Getting started

2011-07-18 00:00

YOU can’t argue with the fact that deciding to exercise regularly is one of the best decisions that you could ever make. “True in theory,” you say, “but where on Earth do I get the motivation from?”

Sure, there are many obstacles that you can allow to block your way. But why deprive yourself of a much better quality of life? So, those who say “Exercise is too boring”, or “I’m in no shape to exercise” or “I simply don’t have the time” — clear your mind, leave it open to reset these thoughts, and read on.
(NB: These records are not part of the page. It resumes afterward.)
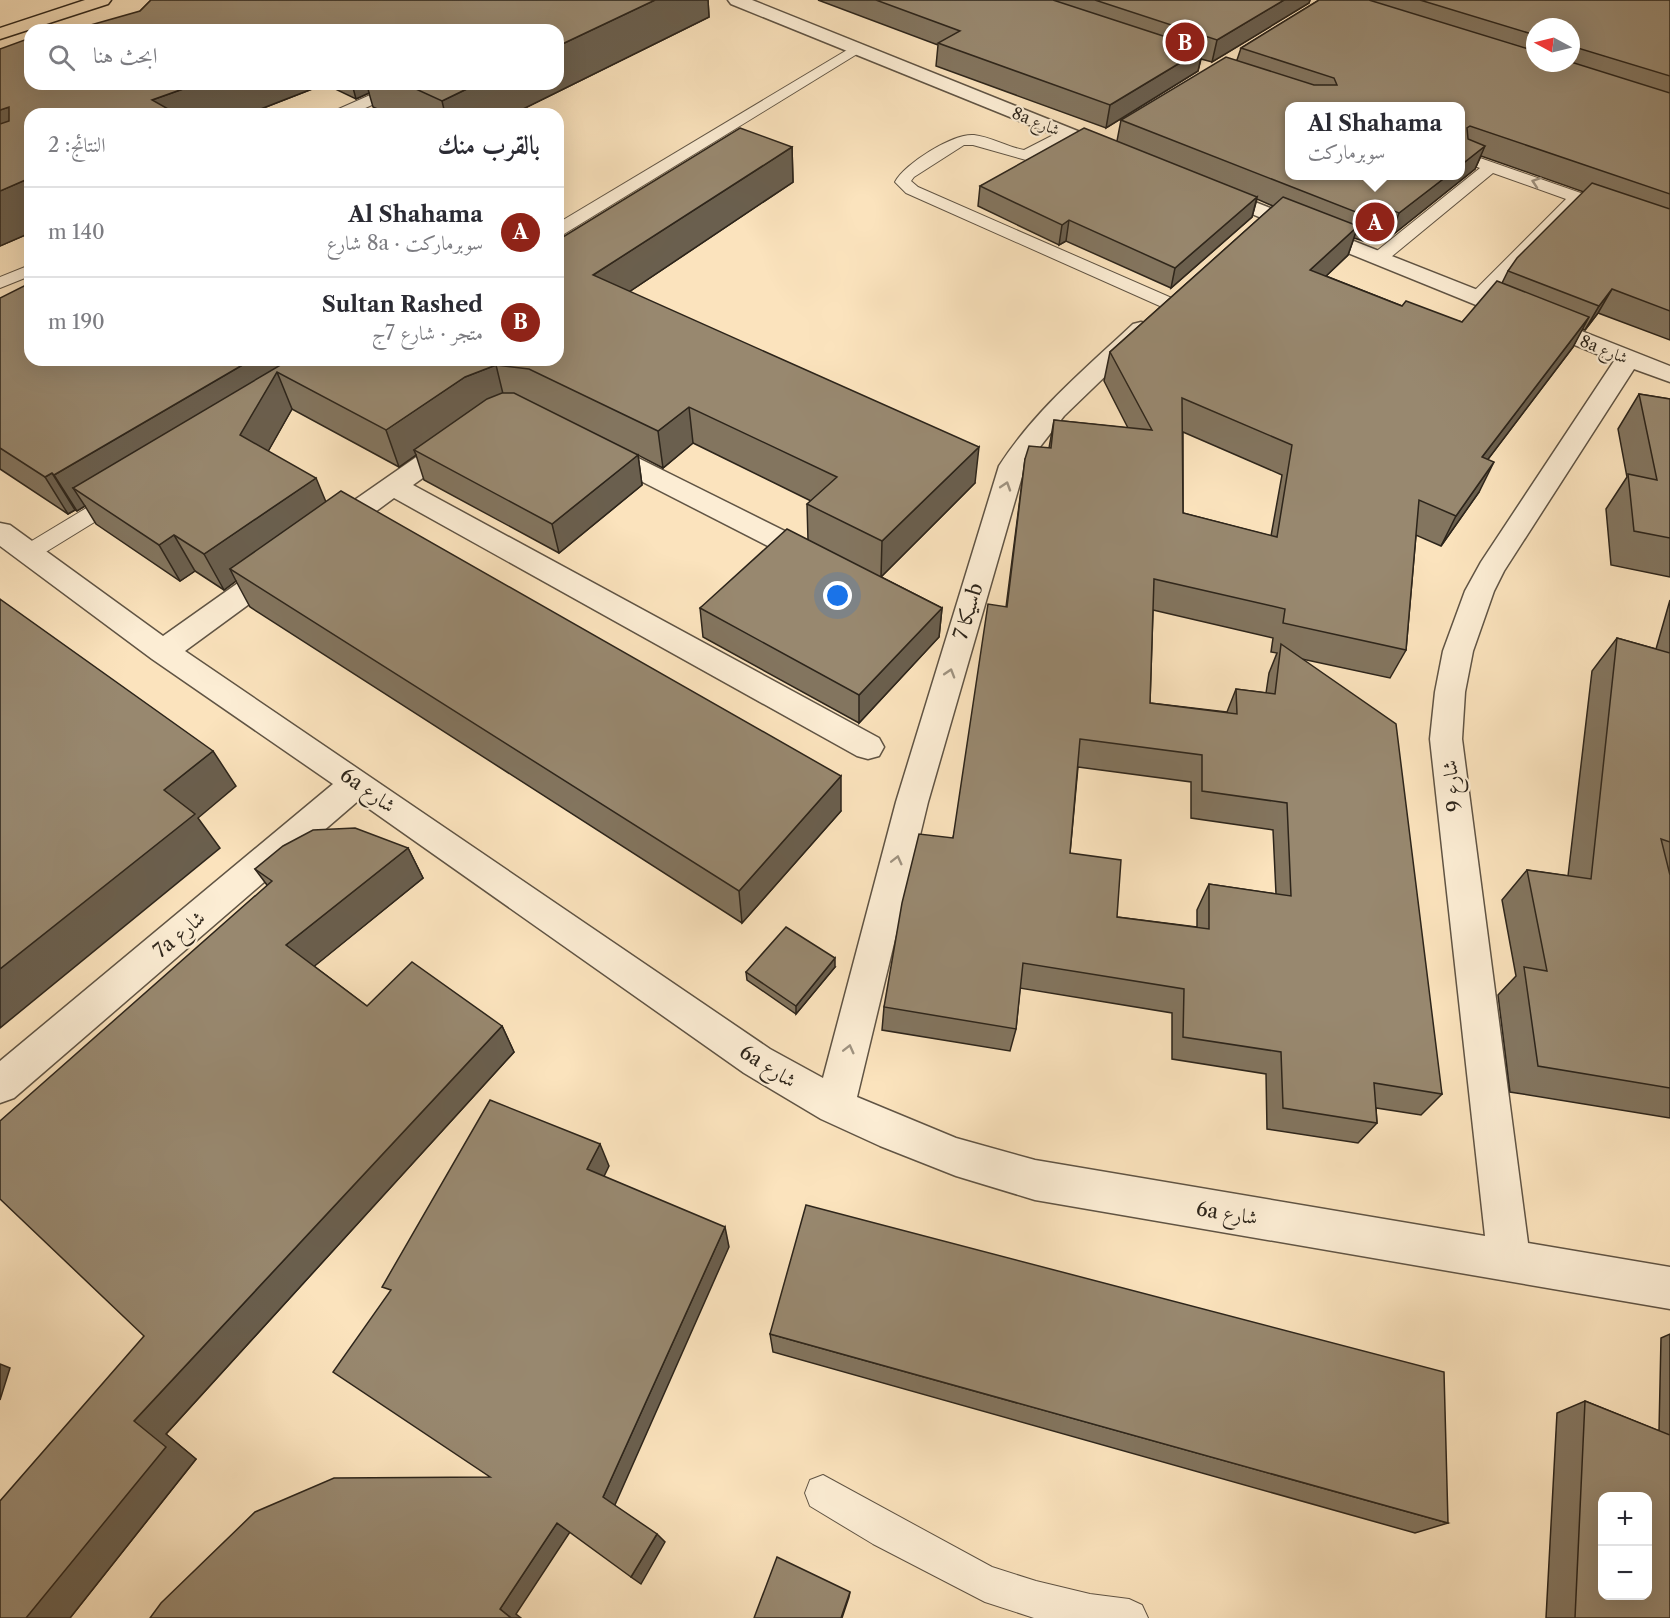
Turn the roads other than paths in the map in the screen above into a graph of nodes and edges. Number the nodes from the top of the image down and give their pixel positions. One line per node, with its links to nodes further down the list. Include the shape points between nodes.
1 (102, 0): 4 (main road)
2 (114, 0): 5 (main road, via 105,10)
3 (737, 0): 8 (street, 8a شارع)
4 (30, 24)
5 (67, 24)
6 (24, 26): 7 (main road)
7 (0, 34)
8 (856, 48): 11 (street, 8a شارع); 20 (lane)
9 (393, 90): 10 (lane)
10 (353, 108)
11 (1066, 133): 13 (street, 8a شارع); 26 (lane, via 1026,154 961,140 907,174 903,182 912,190)
12 (1116, 133): 13 (street)
13 (1096, 145): 15 (street, 8a شارع)
14 (1465, 157): 16 (lane)
15 (1129, 158)
16 (1491, 167): 18 (lane, one-way to 16); 23 (lane)
17 (1195, 184): 19 (street, 8a شارع)
18 (1577, 197): 22 (lane); 27 (lane)
19 (1271, 215): 21 (street); 23 (street, 8a شارع)
20 (564, 226)
21 (1254, 230)
22 (1670, 230)
23 (1379, 258): 27 (street, 8a شارع)
24 (24, 273): 25 (lane)
25 (0, 283)
26 (1177, 296): 40 (street, سيكا 7b, one-way to 26, via 912,802 1012,466 1047,419)
27 (1477, 298): 28 (street, 8a شارع)
28 (1628, 359): 29 (street, 8a شارع); 41 (street, شارع 9, via 1481,587 1458,645 1449,690 1446,739)
29 (1670, 375)
30 (476, 427): 33 (street)
31 (579, 440): 35 (street)
32 (141, 484): 34 (lane)
33 (393, 486): 36 (street); 37 (street)
34 (14, 543): 36 (street, 6a شارع)
35 (842, 572)
36 (163, 651): 38 (street, 6a شارع)
37 (868, 747)
38 (357, 783): 39 (street, 7a شارع); 40 (street, 6a شارع, via 757,1061)
39 (0, 1085)
40 (835, 1106): 41 (street, 6a شارع, via 956,1157 1035,1180)
41 (1509, 1260): 42 (street, 6a شارع)
42 (1670, 1288)
43 (823, 1493): 44 (lane, via 985,1583 1036,1600)
44 (1129, 1618)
Exercise? Firstly, let’s get comfortable with the term “exercise”. Perhaps you equate this only with jogging, power walking, swimming, rowing, squash, cycling and stair stepping — all of which could be pretty intimidating. There is good news. Other more gentle activities such as dancing, mowing the lawn, gardening and light sporting activities also qualify as exercise.

According to a recent article in the journal The Physician and Sportsmedicine, moderate physical activities are definitely worthwhile and are highly effective in managing weight, promoting health and reducing stress. Furthermore, there is increased respect for the process of exercise or physical activity — doing something daily, regardless of the amount of fitness produced.
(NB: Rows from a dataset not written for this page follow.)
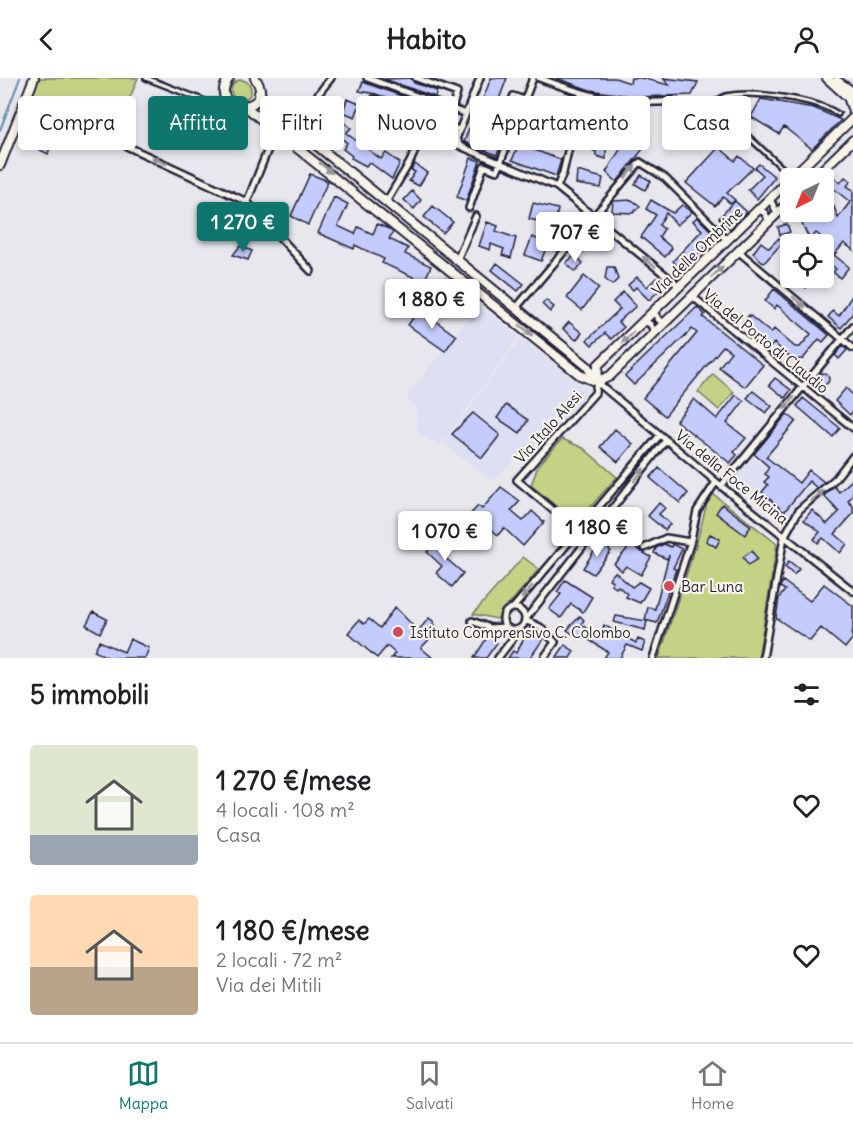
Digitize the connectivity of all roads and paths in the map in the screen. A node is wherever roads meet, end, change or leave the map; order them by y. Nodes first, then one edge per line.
1 (34, 78) edge
2 (146, 78) edge
3 (229, 78) edge
4 (331, 78) edge
5 (367, 78) edge
6 (416, 78) edge
7 (480, 78) edge
8 (533, 78) edge
9 (539, 78) edge
10 (827, 78) edge
11 (834, 78) edge
12 (380, 80) edge
13 (259, 83) edge
14 (853, 92) edge
15 (581, 94) junction
16 (192, 96) edge
17 (227, 96) edge
18 (317, 96) edge
19 (420, 96) edge
20 (456, 96) edge
21 (525, 96) edge
22 (662, 101) edge
23 (248, 105) edge
24 (458, 111) edge
25 (465, 114) junction
26 (837, 114) dead end
27 (853, 116) edge
28 (459, 130) joint
29 (853, 140) edge
30 (135, 150) edge
31 (268, 150) edge
32 (304, 150) edge
33 (322, 150) edge
34 (415, 150) edge
35 (505, 150) edge
36 (500, 162) junction
37 (0, 165) edge
38 (780, 168) edge
39 (801, 168) edge
40 (824, 168) edge
41 (556, 187) junction
42 (780, 190) edge
43 (770, 200) junction
44 (247, 202) junction
45 (386, 202) junction
46 (469, 208) dead end
47 (759, 210) junction
48 (780, 211) joint
49 (476, 216) dead end
50 (592, 217) junction
51 (769, 222) junction
52 (417, 226) junction
53 (410, 235) junction
54 (727, 240) junction
55 (738, 251) junction
56 (457, 260) junction
57 (311, 271) dead end
58 (679, 286) junction
59 (692, 296) junction
60 (516, 308) junction
61 (653, 311) junction
62 (644, 321) junction
63 (664, 322) junction
64 (853, 326) edge
65 (655, 332) junction
66 (842, 339) junction
67 (853, 348) edge
68 (597, 382) junction
69 (803, 386) junction
70 (853, 428) edge
71 (660, 435) junction
72 (666, 440) junction
73 (853, 456) edge
74 (718, 484) junction
75 (578, 531) junction
76 (784, 537) junction
77 (690, 542) junction
78 (644, 548) dead end
79 (853, 591) edge
80 (513, 608) junction
81 (525, 620) junction
82 (472, 621) dead end
83 (505, 627) junction
84 (514, 631) junction
85 (498, 658) edge
86 (544, 658) edge
87 (653, 658) edge
88 (763, 658) edge

1 - 37 street
2 - 16 lane
3 - 17 street
4 - 18 street
5 - 12 street
6 - 20 street
7 - 25 street
8 - 21 street
9 - 15 street
10 - 27 street
11 - 14 street
12 - 19 street
13 - 23 street, Via della Foce Micina
15 - 22 street
15 - 41 street
24 - 25 street
25 - 28 street
26 - 38 lane
27 - 39 street, Via delle Ombrine
28 - 36 street
29 - 40 street
44 -> 30 street
31 - 44 street
32 -> 53 street, Via della Foce Micina
33 - 45 street, Via della Foce Micina
34 - 45 street
35 - 36 street
36 - 41 street
36 - 46 street
41 - 50 street
42 - 43 street, Via delle Ombrine
43 - 47 street, Via delle Ombrine
43 - 48 street
44 - 57 street
45 - 52 street, Via della Foce Micina
47 - 51 street, Via delle Ombrine
47 - 54 street, Via delle Ombrine
48 - 51 street, Via delle Ombrine
49 - 56 street
50 -> 54 street
58 -> 50 street
50 - 60 street
51 - 55 street, Via delle Ombrine
52 - 53 street
52 - 56 street, Via della Foce Micina
53 -> 68 street, Via della Foce Micina
54 - 58 street, Via delle Ombrine
59 -> 55 street, Via delle Ombrine
55 -> 66 street
56 - 60 street, Via della Foce Micina
58 - 61 street, Via delle Ombrine
59 - 63 street, Via delle Ombrine
59 - 69 street, Via del Porto di Claudio
60 - 68 street, Via della Foce Micina
61 - 62 street, Via delle Ombrine
61 - 63 street, Via delle Ombrine
62 - 65 street
62 -> 68 street, Via delle Ombrine
63 - 65 street, Via delle Ombrine
64 - 66 street
65 - 68 street, Via delle Ombrine
66 - 67 street
66 - 69 street
68 - 71 street, Via della Foce Micina
68 - 75 street, Via Italo Alesi
69 - 70 street, Via del Porto di Claudio
69 -> 74 street
71 - 72 street, Via della Foce Micina
71 - 75 street
72 - 74 street, Via della Foce Micina
81 -> 72 street
76 -> 73 street
74 - 76 street, Via della Foce Micina
74 - 77 street
75 -> 80 street
76 - 79 street, Via della Foce Micina
76 - 88 street
77 - 78 street
77 - 87 street
80 - 81 street
80 - 83 street
81 - 84 street
81 - 86 street
82 - 83 street
83 - 84 street
84 - 85 street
This is great news and makes the whole idea of health through physical activity so much more attainable.

I’m sure you believe you’ve read all the motivational tips out there, but here are some you possibly haven’t considered.

 

Matching your chosen activity to your personality

In the article mentioned above, Bryant Stamford matches certain personality types with types of activity.

• Competitive folk choose activities that satisfy their nature such as tennis, squash or a team sport.

• The playful type might choose dancing (any type), in-line skating, ice skating, water skiing or horse riding.

• Those who have a strong work ethic might want to double up their exercise with getting the job done. Try mowing the lawn, gardening, doing housework or washing the car.

• Loners may prefer to exercise in the privacy of their home, or take a walk in the park, hike a trail, or try tai chi, yoga or the martial arts.

• The socialite might try walking through shopping malls. A golf foursome, group hikes or group bicycling are also good choices. They might also join a gym to exercise and socialise.

• The goal-oriented type might choose traditional fitness activities or take up power walking or running, where they can set new challenges and walk or run further and faster

• The confirmed couch potato might be reading this and quivering, but don’t despair. Make a commitment to do something, no matter how apparently trivial, every day (climb six flights of stairs or walk to the café).

 

• Create your personal reasons list.

Keep a piece of paper and pen handy for several days. Jot down every reason you can think of that you want to get healthy, get fit or lose weight through consistent exercise. Make the list comprehensive and extensive. This may not seem important, but it is critical to be able to read this list when your motivation is waning. It’s a powerful way to quickly get remotivated.

 

Prioritise exercise on your “to do” list

Reserve a time slot for exercise at least three times a week and don’t let anything interfere. Not setting a time leaves you vulnerable to trying to find the time, which typically doesn’t work. The best time to exercise is the most convenient time for you.

 

Don’t let others lead you astray

Inform everyone of your exercise time. When you are approached to do something else, invite others either to exercise with you or come back later.

 

Plan ahead

Be prepared to exercise. If you exercise first thing in the morning, get your clothes out the night before, or have your gym bag packed for the next evening. It decreases the inertia of getting moving when demands arise.

 

Have fun

Customise your approach to make exercise more enjoyable. For instance, read, watch TV, or listen to your favourite music while pedalling on a stationary cycle or using the health walker.

 

Strongly consider exercising first thing in the morning

This energises you for the day. Even a 30-minute walk each morning will do the trick.

 

Team up

Exercising with others can motivate you when you’re feeling lazy or lethargic. But it can have a downside. For example, a less motivated or less optimistic partner could be demotivating. An option would be to have an exercise date once or twice a week that is special or to join an exercise class. Choose the approach that works for you.

 

Be patient with yourself

Some days you will be more motivated or have more time than other days. When possible, do more (but don’t overdo it). When you can’t, do less or do something different.

 

Reward yourself

One real-life example is a woman who puts money into a piggy bank every time she exercises. She gives herself the freedom to spend this money on things she normally wouldn’t buy for herself at the end of the month. You could select a small amount per work-out. It’s the principle that counts.

So don’t take the approach of Robert M. Hutchins, who said: “Whenever I feel like exercise I lie down until the feeling passes.”

You’ll never look back when you realise all the benefits that are available when you exercise regularly.